Cf. For a similar figure by the same hand and dating from the 1960s, formerly in the Gabrielle Pizzi Collection, now in the National Gallery of Victoria, see Bernhard Lüthi et al., Aratjara: Art of the First Australians, Kunstsammlung Nordrhein-Westfalen, Cologne, 1993 p.161, pl.32; Mundine, D., J. Rudder, B. Murphy et al., The Native Born: Objects and representations from Ramingining, Arnhem Land, Museum of Contemporary Art, Sydney, 1999, p.66, for a photograph of a similar figure in situ at Milingimbi in 1962.
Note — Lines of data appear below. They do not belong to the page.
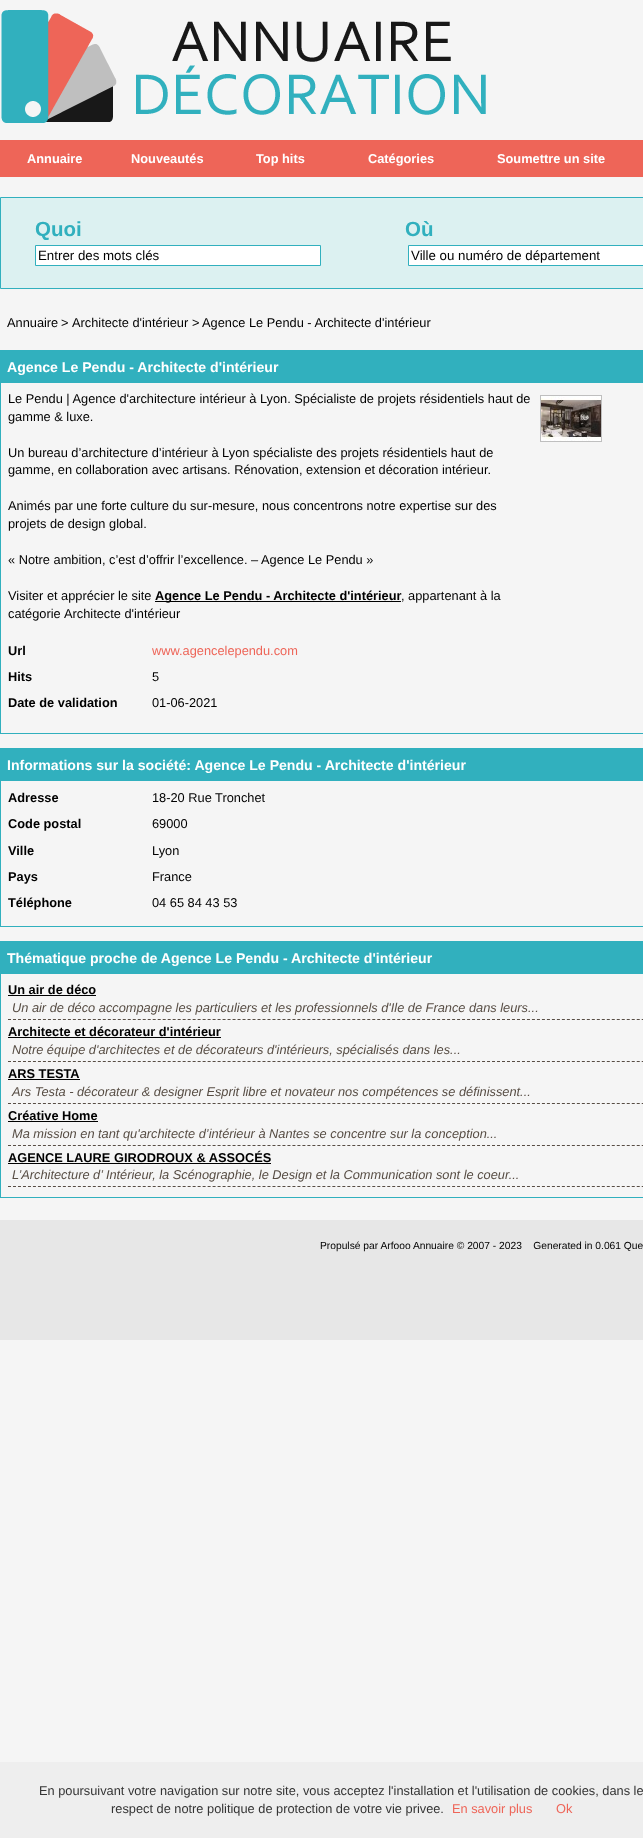 async function draw(canvas) {
  canvas.width = 643;
  canvas.height = 1838;
  const ctx = canvas.getContext('2d');
  ctx.miterLimit = 4;
  ctx.fontKerning = 'normal';
  function label(s, x, y, font, color) {
    ctx.font = font;
    ctx.fillStyle = color;
    ctx.fillText(s, x, y);
  }
  function rect(x, y, w, h, color) {
    ctx.fillStyle = color;
    ctx.fillRect(x, y, w, h);
  }
  async function image(src, x, y, w, h) {
    const img = new Image();
    img.src = src;
    await img.decode();
    ctx.drawImage(img, x, y, w, h);
  }
  let path;

  rect(0, 0, 643, 1838, '#f5f5f5');
  await image('assets/img1.png', 0, 0, 643, 140);
  rect(0, 140, 643, 37, '#ee6558');
  label('Annuaire', 27, 163, 'bold 12.8px Liberation Sans', '#fff');
  label('Nouveautés', 131, 163, 'bold 12.8px Liberation Sans', '#fff');
  label('Top hits', 256, 163, 'bold 12.8px Liberation Sans', '#fff');
  label('Catégories', 368, 163, 'bold 12.8px Liberation Sans', '#fff');
  label('Soumettre un site', 497, 163, 'bold 12.8px Liberation Sans', '#fff');
  ctx.fillStyle = '#dcf1f1';
  ctx.beginPath();
  ctx.rect(0.5, 197.5, 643, 91);
  ctx.fill();
  ctx.strokeStyle = '#31b0be';
  ctx.stroke();
  label('Quoi', 35, 236, 'bold 20.5px Liberation Sans', '#31b0be');
  label('Où', 405, 236, 'bold 20.5px Liberation Sans', '#31b0be');
  ctx.fillStyle = '#fff';
  ctx.beginPath();
  ctx.rect(35.5, 245.5, 285, 20);
  ctx.fill();
  ctx.stroke();
  label('Entrer des mots clés', 38, 260, '13.3px Liberation Sans', '#000');
  ctx.fillStyle = '#fff';
  ctx.beginPath();
  ctx.rect(408.5, 245.5, 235, 20);
  ctx.fill();
  ctx.stroke();
  label('Ville ou numéro de département', 411, 260, '13.3px Liberation Sans', '#000');
  label('Annuaire', 7, 327, '12.8px Liberation Sans', '#000');
  label('>', 61, 327, '12.8px Liberation Sans', '#000');
  label('Architecte d\'intérieur', 72, 327, '12.8px Liberation Sans', '#000');
  label('>', 192, 327, '12.8px Liberation Sans', '#000');
  label('Agence Le Pendu - Architecte d\'intérieur', 202, 327, '12.8px Liberation Sans', '#000');
  rect(0, 350, 643, 32, '#31b0be');
  label('Agence Le Pendu - Architecte d\'intérieur', 7, 372, 'bold 14.1px Liberation Sans', '#fff');
  ctx.strokeRect(0.5, 382.5, 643, 351);
  label('Le Pendu | Agence d\'architecture intérieur à Lyon. Spécialiste de projets résidentiels haut de', 8, 403, '12.8px Liberation Sans', '#000');
  label('gamme & luxe.', 8, 421, '12.8px Liberation Sans', '#000');
  label('Un bureau d’architecture d’intérieur à Lyon spécialiste des projets résidentiels haut de', 8, 457, '12.8px Liberation Sans', '#000');
  label('gamme, en collaboration avec artisans. Rénovation, extension et décoration intérieur.', 8, 474, '12.8px Liberation Sans', '#000');
  label('Animés par une forte culture du sur-mesure, nous concentrons notre expertise sur des', 8, 510, '12.8px Liberation Sans', '#000');
  label('projets de design global.', 8, 528, '12.8px Liberation Sans', '#000');
  label('« Notre ambition, c’est d’offrir l’excellence. – Agence Le Pendu »', 8, 564, '12.8px Liberation Sans', '#000');
  label('Visiter et apprécier le site', 8, 600, '12.8px Liberation Sans', '#000');
  rect(155, 601, 246, 1, '#000');
  label('Agence Le Pendu - Architecte d\'intérieur', 155, 600, 'bold 12.8px Liberation Sans', '#000');
  label(', appartenant à la', 401, 600, '12.8px Liberation Sans', '#000');
  label('catégorie', 8, 618, '12.8px Liberation Sans', '#000');
  label('Architecte d\'intérieur', 64, 618, '12.8px Liberation Sans', '#000');
  label('Url', 8, 655, 'bold 12.8px Liberation Sans', '#000');
  label('www.agencelependu.com', 152, 655, '12.8px Liberation Sans', '#ee6558');
  label('Hits', 8, 681, 'bold 12.8px Liberation Sans', '#000');
  label('5', 152, 681, '12.8px Liberation Sans', '#000');
  label('Date de validation', 8, 707, 'bold 12.8px Liberation Sans', '#000');
  label('01-06-2021', 152, 707, '12.8px Liberation Sans', '#000');
  ctx.strokeStyle = '#bfbfbf';
  ctx.strokeRect(540.5, 395.5, 61, 46);
  await image('assets/img2.png', 541, 396, 60, 45);
  rect(0, 748, 643, 32, '#31b0be');
  label('Informations sur la société: Agence Le Pendu - Architecte d\'intérieur', 7, 770, 'bold 14.1px Liberation Sans', '#fff');
  ctx.strokeStyle = '#31b0be';
  ctx.strokeRect(0.5, 780.5, 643, 146);
  label('Adresse', 8, 802, 'bold 12.8px Liberation Sans', '#000');
  label('18-20 Rue Tronchet', 152, 802, '12.8px Liberation Sans', '#000');
  label('Code postal', 8, 828, 'bold 12.8px Liberation Sans', '#000');
  label('69000', 152, 828, '12.8px Liberation Sans', '#000');
  label('Ville', 8, 855, 'bold 12.8px Liberation Sans', '#000');
  label('Lyon', 152, 855, '12.8px Liberation Sans', '#000');
  label('Pays', 8, 881, 'bold 12.8px Liberation Sans', '#000');
  label('France', 152, 881, '12.8px Liberation Sans', '#000');
  label('Téléphone', 8, 907, 'bold 12.8px Liberation Sans', '#000');
  label('04 65 84 43 53', 152, 907, '12.8px Liberation Sans', '#000');
  rect(0, 941, 643, 32, '#31b0be');
  label('Thématique proche de Agence Le Pendu - Architecte d\'intérieur', 7, 963, 'bold 14.1px Liberation Sans', '#fff');
  ctx.strokeRect(0.5, 973.5, 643, 224);
  path = new Path2D('M8 1019.5H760');
  ctx.strokeStyle = '#574d44';
  ctx.setLineDash([3, 1.99]);
  ctx.stroke(path);
  label('Un air de déco', 8, 994, 'bold 12.8px Liberation Sans', '#000');
  rect(8, 995, 88, 1, '#000');
  label('Un air de déco accompagne les particuliers et les professionnels d\'Ile de France dans leurs...', 12, 1012, 'italic 12.8px Liberation Sans', '#574d44');
  path = new Path2D('M8 1061.5H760');
  ctx.stroke(path);
  label('Architecte et décorateur d\'intérieur', 8, 1036, 'bold 12.8px Liberation Sans', '#000');
  rect(8, 1037, 213, 1, '#000');
  label('Notre équipe d\'architectes et de décorateurs d\'intérieurs, spécialisés dans les...', 12, 1054, 'italic 12.8px Liberation Sans', '#574d44');
  path = new Path2D('M8 1103.5H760');
  ctx.stroke(path);
  label('ARS TESTA', 8, 1078, 'bold 12.8px Liberation Sans', '#000');
  rect(8, 1079, 72, 1, '#000');
  label('Ars Testa - décorateur & designer Esprit libre et novateur nos compétences se définissent...', 12, 1096, 'italic 12.8px Liberation Sans', '#574d44');
  path = new Path2D('M8 1145.5H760');
  ctx.stroke(path);
  label('Créative Home', 8, 1120, 'bold 12.8px Liberation Sans', '#000');
  rect(8, 1121, 90, 1, '#000');
  label('Ma mission en tant qu\'architecte d’intérieur à Nantes se concentre sur la conception...', 12, 1138, 'italic 12.8px Liberation Sans', '#574d44');
  path = new Path2D('M8 1186.5H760');
  ctx.stroke(path);
  label('AGENCE LAURE GIRODROUX & ASSOCÉS', 8, 1162, 'bold 12.8px Liberation Sans', '#000');
  rect(8, 1163, 263, 1, '#000');
  label('L’Architecture d’ Intérieur, la Scénographie, le Design et la Communication sont le coeur...', 12, 1179, 'italic 12.8px Liberation Sans', '#574d44');
  rect(0, 1220, 643, 120, '#e7e7e7');
  label('Propulsé par Arfooo Annuaire © 2007 - 2023    Generated in 0.061 Que', 320, 1249, '10.25px Liberation Sans', '#000');
  rect(0, 1762, 643, 76, '#eee');
  label('En poursuivant votre navigation sur notre site, vous acceptez l\'installation et l\'utilisation de cookies, dans le', 39, 1795, '12.8px Liberation Sans', '#333');
  label('respect de notre politique de protection de votre vie privee.', 111, 1813, '12.8px Liberation Sans', '#333');
  label('En savoir plus', 452, 1813, '12.8px Liberation Sans', '#ee6558');
  label('Ok', 556, 1813, '12.8px Liberation Sans', '#ee6558');
}

draw(document.querySelector('canvas')); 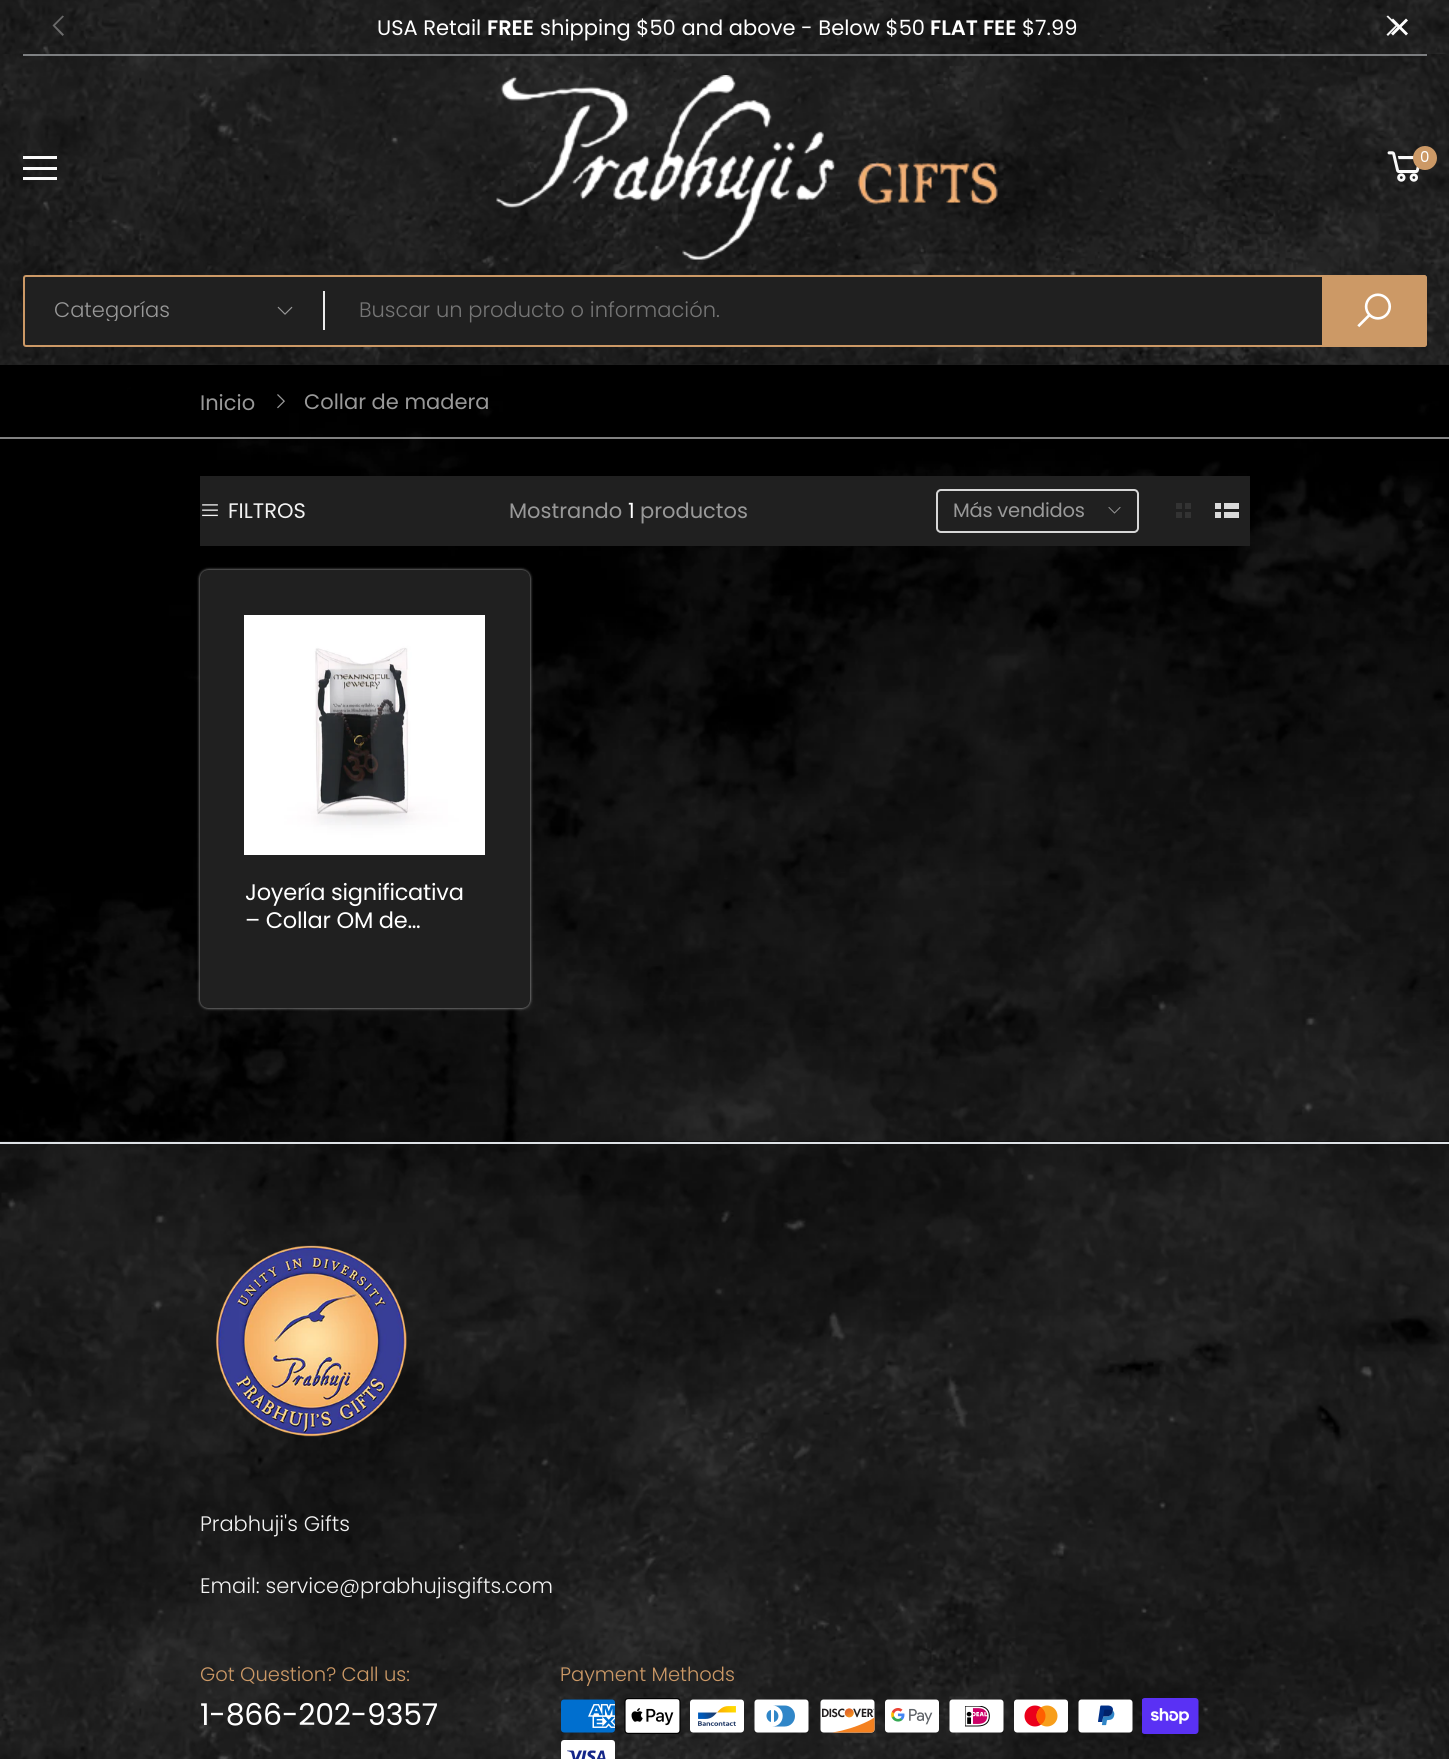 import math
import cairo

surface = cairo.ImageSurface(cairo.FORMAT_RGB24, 1449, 1759)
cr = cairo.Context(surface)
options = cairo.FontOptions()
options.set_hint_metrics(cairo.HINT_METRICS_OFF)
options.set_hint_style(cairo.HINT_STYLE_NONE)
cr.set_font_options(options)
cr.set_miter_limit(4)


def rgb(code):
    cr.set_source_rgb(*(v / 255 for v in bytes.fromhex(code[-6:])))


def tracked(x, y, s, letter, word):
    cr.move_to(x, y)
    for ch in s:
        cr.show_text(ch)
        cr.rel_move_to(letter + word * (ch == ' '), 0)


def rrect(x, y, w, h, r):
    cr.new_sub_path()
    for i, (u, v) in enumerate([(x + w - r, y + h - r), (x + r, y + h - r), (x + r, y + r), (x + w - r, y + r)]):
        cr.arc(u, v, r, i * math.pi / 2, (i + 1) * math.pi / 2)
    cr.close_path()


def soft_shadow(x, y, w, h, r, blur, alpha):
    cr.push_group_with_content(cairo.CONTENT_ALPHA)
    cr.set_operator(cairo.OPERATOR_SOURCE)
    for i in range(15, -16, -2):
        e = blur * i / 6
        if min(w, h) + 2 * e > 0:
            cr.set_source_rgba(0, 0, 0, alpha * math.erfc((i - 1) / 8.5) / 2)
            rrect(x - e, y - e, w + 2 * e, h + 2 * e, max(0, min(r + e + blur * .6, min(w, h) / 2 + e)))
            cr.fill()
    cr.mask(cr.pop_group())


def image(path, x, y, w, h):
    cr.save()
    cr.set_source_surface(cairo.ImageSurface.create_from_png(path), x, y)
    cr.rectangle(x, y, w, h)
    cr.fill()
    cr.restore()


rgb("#ffffff")
cr.paint()
image("img/1.png", 0, 1141, 1449, 1)
rgb("#202020")
cr.rectangle(0, 364, 1449, 1)
cr.fill()
image("img/2.png", 0, 54, 1449, 311)
image("img/3.png", 0, 0, 1449, 54)
cr.set_source_rgba(0.949, 0.949, 0.949, 0.35)
cr.new_path()
cr.move_to(62.5, 15.5)
cr.line_to(64, 16.5)
cr.line_to(55, 25.5)
cr.line_to(64, 34.5)
cr.line_to(62.5, 36)
cr.line_to(52.5, 25.5)
cr.close_path()
cr.fill()
rgb("#f2f2f2")
cr.new_path()
cr.move_to(1388, 15.5)
cr.line_to(1398, 25.5)
cr.line_to(1388, 36)
cr.line_to(1386.5, 34.5)
cr.line_to(1395.5, 25.5)
cr.line_to(1386.5, 16.5)
cr.close_path()
cr.fill()
rgb("#ffffff")
cr.new_path()
cr.move_to(1393, 18.5)
cr.line_to(1408, 33.5)
cr.line_to(1406, 35.5)
cr.line_to(1391, 20.5)
cr.close_path()
cr.fill()
cr.new_path()
cr.move_to(1391, 33.5)
cr.line_to(1406, 18.5)
cr.line_to(1408, 20.5)
cr.line_to(1393, 35.5)
cr.close_path()
cr.fill()
cr.set_source_rgba(0.871, 0.886, 0.902, 0.5)
cr.rectangle(23, 54, 1404, 2)
cr.fill()
rgb("#fafafa")
cr.rectangle(23, 156, 34, 3)
cr.rectangle(23, 167, 34, 3)
cr.rectangle(23, 177, 34, 3)
cr.fill()
image("img/4.png", 496, 75, 502, 185)
image("img/5.png", 1387, 151, 33, 31)
rgb("#cc9966")
cr.arc(1425, 158, 12, 0, 2 * math.pi)
cr.fill()
rgb("#202020")
cr.rectangle(23, 275, 1404, 72)
cr.fill()
rrect(24, 276, 1402, 70, 2)
rgb("#cc9966")
cr.stroke()
image("img/6.png", 277, 306, 16, 9)
rgb("#ebebeb")
cr.rectangle(323, 291, 2, 39)
cr.fill()
rgb("#cc9966")
cr.new_path()
cr.move_to(1322, 275)
cr.line_to(1424, 275)
cr.curve_to(1425.5, 275, 1427, 276.5, 1427, 278)
cr.line_to(1427, 344)
cr.curve_to(1427, 345.5, 1425.5, 347, 1424, 347)
cr.line_to(1322, 347)
cr.close_path()
cr.fill()
image("img/7.png", 1357, 293, 35, 35)
image("img/8.png", 0, 365, 1449, 777)
image("img/9.png", 277, 394, 8, 15)
cr.set_source_rgba(0.922, 0.922, 0.922, 0.55)
cr.rectangle(0, 437, 1449, 2)
cr.fill()
rgb("#202020")
cr.rectangle(200, 476, 1050, 70)
cr.fill()
image("img/10.png", 202, 504, 16, 13)
rrect(937, 490, 201, 42, 4)
rgb("#d7d7d7")
cr.stroke()
image("img/11.png", 1108, 507, 13, 7)
for x, y, w, h, color in [
    (1176, 503, 6, 6, "#333333"),
    (1185, 503, 6, 6, "#333333"),
    (1176, 512, 6, 6, "#333333"),
    (1185, 512, 6, 6, "#333333"),
    (1215, 503, 6, 6, "#dadada"),
    (1224, 503, 15, 6, "#dadada"),
    (1215, 512, 6, 6, "#dadada"),
    (1224, 512, 15, 6, "#dadada"),
]:
    rgb(color)
    cr.rectangle(x, y, w, h)
    cr.fill()
rgb("#bdbdbd")
soft_shadow(200, 570, 330, 438, 8, 1.5, 1)
rgb("#202020")
rrect(200, 570, 330, 438, 8)
cr.fill()
image("img/12.png", 244, 615, 241, 240)
image("img/13.png", 0, 1141, 1449, 1)
image("img/14.png", 0, 1141, 1449, 618)
rgb("#dee2e6")
cr.rectangle(0, 1142, 1449, 2)
cr.fill()
image("img/15.png", 216, 1245, 191, 192)
image("img/16.png", 561, 1699, 54, 34)
image("img/17.png", 624, 1698, 57, 36)
image("img/18.png", 690, 1699, 54, 34)
image("img/19.png", 754, 1699, 55, 34)
image("img/20.png", 820, 1699, 55, 34)
image("img/21.png", 885, 1699, 54, 34)
image("img/22.png", 949, 1699, 55, 34)
image("img/23.png", 1014, 1699, 54, 34)
image("img/24.png", 1078, 1699, 55, 34)
image("img/25.png", 1142, 1698, 57, 36)
image("img/26.png", 561, 1740, 54, 19)
cr.select_font_face("Poppins")
cr.set_font_size(21)
rgb("#ffffff")
cr.move_to(377, 35)
cr.show_text("USA Retail")
cr.select_font_face("Poppins SemiBold")
cr.move_to(487, 35)
cr.show_text("FREE")
cr.select_font_face("Poppins")
cr.move_to(540, 35)
cr.show_text("shipping $50 and above - Below $50")
cr.select_font_face("Poppins SemiBold")
cr.move_to(930, 35)
cr.show_text("FLAT FEE")
cr.select_font_face("Poppins")
cr.move_to(1022, 35)
cr.show_text("$7.99")
cr.set_font_size(15)
cr.move_to(1420, 162)
cr.show_text("0")
cr.save()
cr.rectangle(54, 300, 210, 21)
cr.clip()
cr.select_font_face("Poppins Light")
cr.set_font_size(21)
rgb("#999999")
cr.move_to(54, 317)
cr.show_text("Categorías")
cr.restore()
cr.select_font_face("Poppins Light")
cr.set_font_size(21)
rgb("#757575")
cr.move_to(359, 317)
cr.show_text("Buscar un producto o información.")
cr.select_font_face("Poppins")
rgb("#999999")
cr.move_to(200, 410)
cr.show_text("Inicio")
cr.move_to(304, 409)
cr.show_text("Collar de madera")
rgb("#f2f2f2")
cr.move_to(228, 518)
cr.show_text("FILTROS")
rgb("#999999")
cr.move_to(509, 518)
cr.show_text("Mostrando")
rgb("#ffffff")
cr.move_to(628, 518)
cr.show_text("1")
rgb("#999999")
cr.move_to(640, 518)
cr.show_text("productos")
cr.set_font_size(19.5)
tracked(953, 517, "Más vendidos", -0.25, 0)
cr.set_font_size(22.5)
rgb("#ffffff")
tracked(245, 900, "Joyería significativa", -0.25, 0)
tracked(245, 928, "– Collar OM de…", -0.25, 0)
cr.select_font_face("Poppins Light")
cr.set_font_size(21)
rgb("#f2f2f2")
cr.move_to(200, 1531)
cr.show_text("Prabhuji's Gifts")
cr.move_to(200, 1593)
cr.show_text("Email: service@prabhujisgifts.com")
cr.set_font_size(19.5)
rgb("#cc9966")
cr.move_to(200, 1681)
cr.show_text("Got Question? Call us:")
cr.select_font_face("Poppins")
cr.set_font_size(30)
rgb("#ffffff")
tracked(200, 1725, "1-866-202-9357", -0.25, 0)
cr.select_font_face("Poppins Light")
cr.set_font_size(19.5)
rgb("#cc9966")
cr.move_to(560, 1681)
cr.show_text("Payment Methods")
surface.write_to_png("page.png")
Naturalistic mortuary figures or Mokuy made on Milingimbi after 1946 are derived from square-sectioned post-like grave posts, a form of sculpture influenced by the Macassans who regularly visited the shores of Arnhem Land for some 300 years up to the beginning of the 20th Century. This figure features a pointed chin, characteristic of Macassan beards or goatees, raised 'ears', ceremonial markings across the face, the torso covered in ritual designs which terminate above the protruding knees. The body painting patterns are composed in bands of miny'tji or clan designs, of the Gupapuynga Dhuwa moiety from the artist’s mother. The black rectangle painted on the figure's chest most likely represents a clan waterhole and emphasises the connection between the person represented and the traditional lands from which their spiritual identity emanates; the clan waterhole is not only the repository of the souls of yet-to-be-born clan members, but also of their spirit after death.